No sé cuáles deben ser las fórmulas en las que se articule ese acuerdo, ni si en algunos ámbitos territoriales debe llegar incluso a traducirse en candidaturas conjuntas. Pero sí tengo claro que debe ser un acuerdo político con compromisos explícitos ante la ciudadanía. Y que, a la hora de concretar las fórmulas para aplicarlo -que es responsabilidad de los dirigentes de todos los partidos- no debe perderse nunca de vista cuál es el panorama y las tendencias electorales de las diferentes circunscripciones y cómo la legislación electoral, incluidos el número de escaños en juego en cada una de ellas y la incidencia que previsiblemente pueda tener la fórmula D´Hont en la asignación de esos escaños, para optimizar el éxito del Acuerdo Por la Democracia.

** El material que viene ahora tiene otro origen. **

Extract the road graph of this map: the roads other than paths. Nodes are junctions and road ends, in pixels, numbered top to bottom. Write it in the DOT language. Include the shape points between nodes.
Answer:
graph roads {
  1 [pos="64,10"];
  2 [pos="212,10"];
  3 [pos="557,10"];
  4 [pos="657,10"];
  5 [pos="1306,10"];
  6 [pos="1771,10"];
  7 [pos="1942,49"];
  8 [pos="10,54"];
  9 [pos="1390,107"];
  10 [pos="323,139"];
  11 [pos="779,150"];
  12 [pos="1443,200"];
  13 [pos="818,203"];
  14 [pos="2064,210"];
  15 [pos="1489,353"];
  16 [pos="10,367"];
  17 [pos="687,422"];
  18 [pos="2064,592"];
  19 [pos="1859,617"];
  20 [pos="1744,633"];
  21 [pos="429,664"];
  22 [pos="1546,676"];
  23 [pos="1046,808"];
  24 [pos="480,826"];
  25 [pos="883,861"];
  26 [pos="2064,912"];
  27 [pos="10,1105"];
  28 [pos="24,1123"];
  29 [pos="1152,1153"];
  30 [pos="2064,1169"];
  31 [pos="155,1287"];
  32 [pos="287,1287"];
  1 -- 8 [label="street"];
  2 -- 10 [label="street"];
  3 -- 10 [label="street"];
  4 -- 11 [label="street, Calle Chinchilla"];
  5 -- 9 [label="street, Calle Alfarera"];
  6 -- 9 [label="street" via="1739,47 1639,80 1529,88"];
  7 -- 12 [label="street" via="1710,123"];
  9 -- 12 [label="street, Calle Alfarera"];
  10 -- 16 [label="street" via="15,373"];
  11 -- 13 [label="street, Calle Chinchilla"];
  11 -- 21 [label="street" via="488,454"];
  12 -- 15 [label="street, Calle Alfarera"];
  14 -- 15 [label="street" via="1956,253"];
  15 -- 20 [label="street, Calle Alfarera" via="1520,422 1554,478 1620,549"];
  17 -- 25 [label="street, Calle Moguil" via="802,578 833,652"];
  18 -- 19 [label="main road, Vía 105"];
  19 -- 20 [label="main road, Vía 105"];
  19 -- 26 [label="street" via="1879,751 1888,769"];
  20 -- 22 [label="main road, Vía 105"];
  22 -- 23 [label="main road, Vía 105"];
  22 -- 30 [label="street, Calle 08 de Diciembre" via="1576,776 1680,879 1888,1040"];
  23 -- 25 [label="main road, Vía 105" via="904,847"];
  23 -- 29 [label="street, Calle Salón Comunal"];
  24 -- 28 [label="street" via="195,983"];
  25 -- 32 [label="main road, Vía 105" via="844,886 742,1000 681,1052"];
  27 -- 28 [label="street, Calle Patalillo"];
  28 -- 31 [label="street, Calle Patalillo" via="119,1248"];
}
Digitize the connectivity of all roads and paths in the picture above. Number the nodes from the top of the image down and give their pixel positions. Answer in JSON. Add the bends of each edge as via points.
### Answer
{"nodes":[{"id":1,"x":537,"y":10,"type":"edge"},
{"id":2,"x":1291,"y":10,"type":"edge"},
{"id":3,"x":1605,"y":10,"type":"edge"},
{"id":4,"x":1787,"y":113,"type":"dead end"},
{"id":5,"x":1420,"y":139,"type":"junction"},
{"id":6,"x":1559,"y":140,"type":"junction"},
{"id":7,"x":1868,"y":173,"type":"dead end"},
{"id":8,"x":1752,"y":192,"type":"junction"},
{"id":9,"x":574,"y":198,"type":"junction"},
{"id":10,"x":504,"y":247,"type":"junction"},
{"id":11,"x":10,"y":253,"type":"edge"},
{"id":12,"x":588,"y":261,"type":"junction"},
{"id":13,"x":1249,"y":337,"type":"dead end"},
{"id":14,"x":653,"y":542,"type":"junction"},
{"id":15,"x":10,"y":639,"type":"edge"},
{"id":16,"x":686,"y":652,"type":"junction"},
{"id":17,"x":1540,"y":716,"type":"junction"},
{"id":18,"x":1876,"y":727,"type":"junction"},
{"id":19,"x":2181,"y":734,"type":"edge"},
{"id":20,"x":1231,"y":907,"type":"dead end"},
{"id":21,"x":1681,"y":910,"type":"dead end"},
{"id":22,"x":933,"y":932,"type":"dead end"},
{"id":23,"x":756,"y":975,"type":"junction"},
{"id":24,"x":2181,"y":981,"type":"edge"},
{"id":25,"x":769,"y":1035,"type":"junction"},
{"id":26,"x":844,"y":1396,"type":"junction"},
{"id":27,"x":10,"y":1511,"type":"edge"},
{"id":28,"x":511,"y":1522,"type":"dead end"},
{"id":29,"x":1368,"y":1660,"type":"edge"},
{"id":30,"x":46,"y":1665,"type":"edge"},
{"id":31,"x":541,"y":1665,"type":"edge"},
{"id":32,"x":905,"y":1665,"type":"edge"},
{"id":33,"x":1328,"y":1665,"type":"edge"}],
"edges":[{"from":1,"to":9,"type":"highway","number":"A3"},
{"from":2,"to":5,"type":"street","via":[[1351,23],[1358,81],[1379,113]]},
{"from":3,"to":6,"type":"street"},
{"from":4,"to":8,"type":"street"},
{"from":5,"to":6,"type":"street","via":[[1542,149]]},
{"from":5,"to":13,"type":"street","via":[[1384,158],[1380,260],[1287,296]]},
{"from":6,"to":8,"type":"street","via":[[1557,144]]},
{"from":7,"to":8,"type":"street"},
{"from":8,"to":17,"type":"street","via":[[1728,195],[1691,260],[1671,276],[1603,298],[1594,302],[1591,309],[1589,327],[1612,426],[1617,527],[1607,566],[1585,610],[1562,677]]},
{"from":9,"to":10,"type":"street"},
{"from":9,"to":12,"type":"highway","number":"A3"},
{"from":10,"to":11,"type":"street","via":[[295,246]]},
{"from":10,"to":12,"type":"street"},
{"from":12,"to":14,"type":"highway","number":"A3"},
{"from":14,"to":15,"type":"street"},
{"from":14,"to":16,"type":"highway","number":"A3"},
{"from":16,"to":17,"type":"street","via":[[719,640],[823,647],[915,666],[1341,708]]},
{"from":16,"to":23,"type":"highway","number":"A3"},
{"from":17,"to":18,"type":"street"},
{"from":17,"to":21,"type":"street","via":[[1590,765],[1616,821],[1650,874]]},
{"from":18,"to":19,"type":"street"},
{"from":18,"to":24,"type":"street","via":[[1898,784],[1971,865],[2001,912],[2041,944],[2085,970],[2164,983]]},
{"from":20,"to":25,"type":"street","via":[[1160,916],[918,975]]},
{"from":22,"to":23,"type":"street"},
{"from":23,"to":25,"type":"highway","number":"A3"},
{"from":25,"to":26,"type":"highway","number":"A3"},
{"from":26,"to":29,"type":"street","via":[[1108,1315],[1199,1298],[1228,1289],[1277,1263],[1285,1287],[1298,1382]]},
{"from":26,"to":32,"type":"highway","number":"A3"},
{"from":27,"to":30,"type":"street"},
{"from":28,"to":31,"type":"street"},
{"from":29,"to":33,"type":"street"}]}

No viví ni la Guerra Civil ni la posguerra y la política de exterminio que practicó el régimen de aquel general al que la jerarquía eclesiástica rendía honores, casi veneración, permitiéndole entrar bajo palio en las iglesias.
Pero sí viví los estertores de aquél régimen siniestro y mediocre. Y los viví intensamente comprometido (según los informes y las pesquisas la Brigada Político Social) con el antifranquismo y con ideas democráticas y radicales de izquierdas. Y por eso sé qué intereses representaba, por mucho que los revistieran de retórica patriótica y (pseudo) religiosa. Pasa siempre con el nacionalismo conservador.
Y ahora pretenden el retorno de todo eso, como cada vez más obscenamente exhibe la ultraderecha política y sus espónsores económicos, que han venido mostrando sus cartas desde hace tiempo: oponiéndose a cualquier medida de fortalecimiento democrático, como la derogación de la ley mordaza de M. Rajoy; a la recuperación de derechos laborales (pisoteados por ¡decreto ley! del mismo misterioso M.Rajoy); a las medidas de actualización de salario mínimo y pensiones; a todas las políticas de igualdad de género…
Eso por un lado. Y por otro, debilitando la sanidad y la enseñanza públicas en beneficio directo de los correspondientes lobbys empresariales. Controlando implacablemente, allí donde han podido hacerlo, los medios de comunicación de titularidad pública, cuya objetividad y pluralismo informativos son la última garantía para la formación de una opinión pública libre -sin la cual la democracia se convierte en una cáscara hueca, a tenor de la jurisprudencia del Tribunal Constitucional-, en un mundo donde los medios de comunicación privados están puestos por sus dueños a disposición de sus agentes políticos, PP y Vox en nuestro caso.
Estas décadas de democracia, con sus luces y sombras, han supuesto innegables progresos en la igualdad de las personas; han despertado las mejores, más solidarias y más creativas potencialidades de la sociedad española en todos los terrenos, desde la economía hasta la investigación científica, la educación y la protección del derecho a la salud, la producción artística y la competitividad internacional en el campo de los deportes.
Pero el peligro de involución es inminente. Sus promotores están a la vista y su programa, explícito.
Pues por todo ese panorama que me horroriza y que amenaza el futuro de España y a sus futuras generaciones, un gran acuerdo en defensa de la democracia es necesario e inaplazable.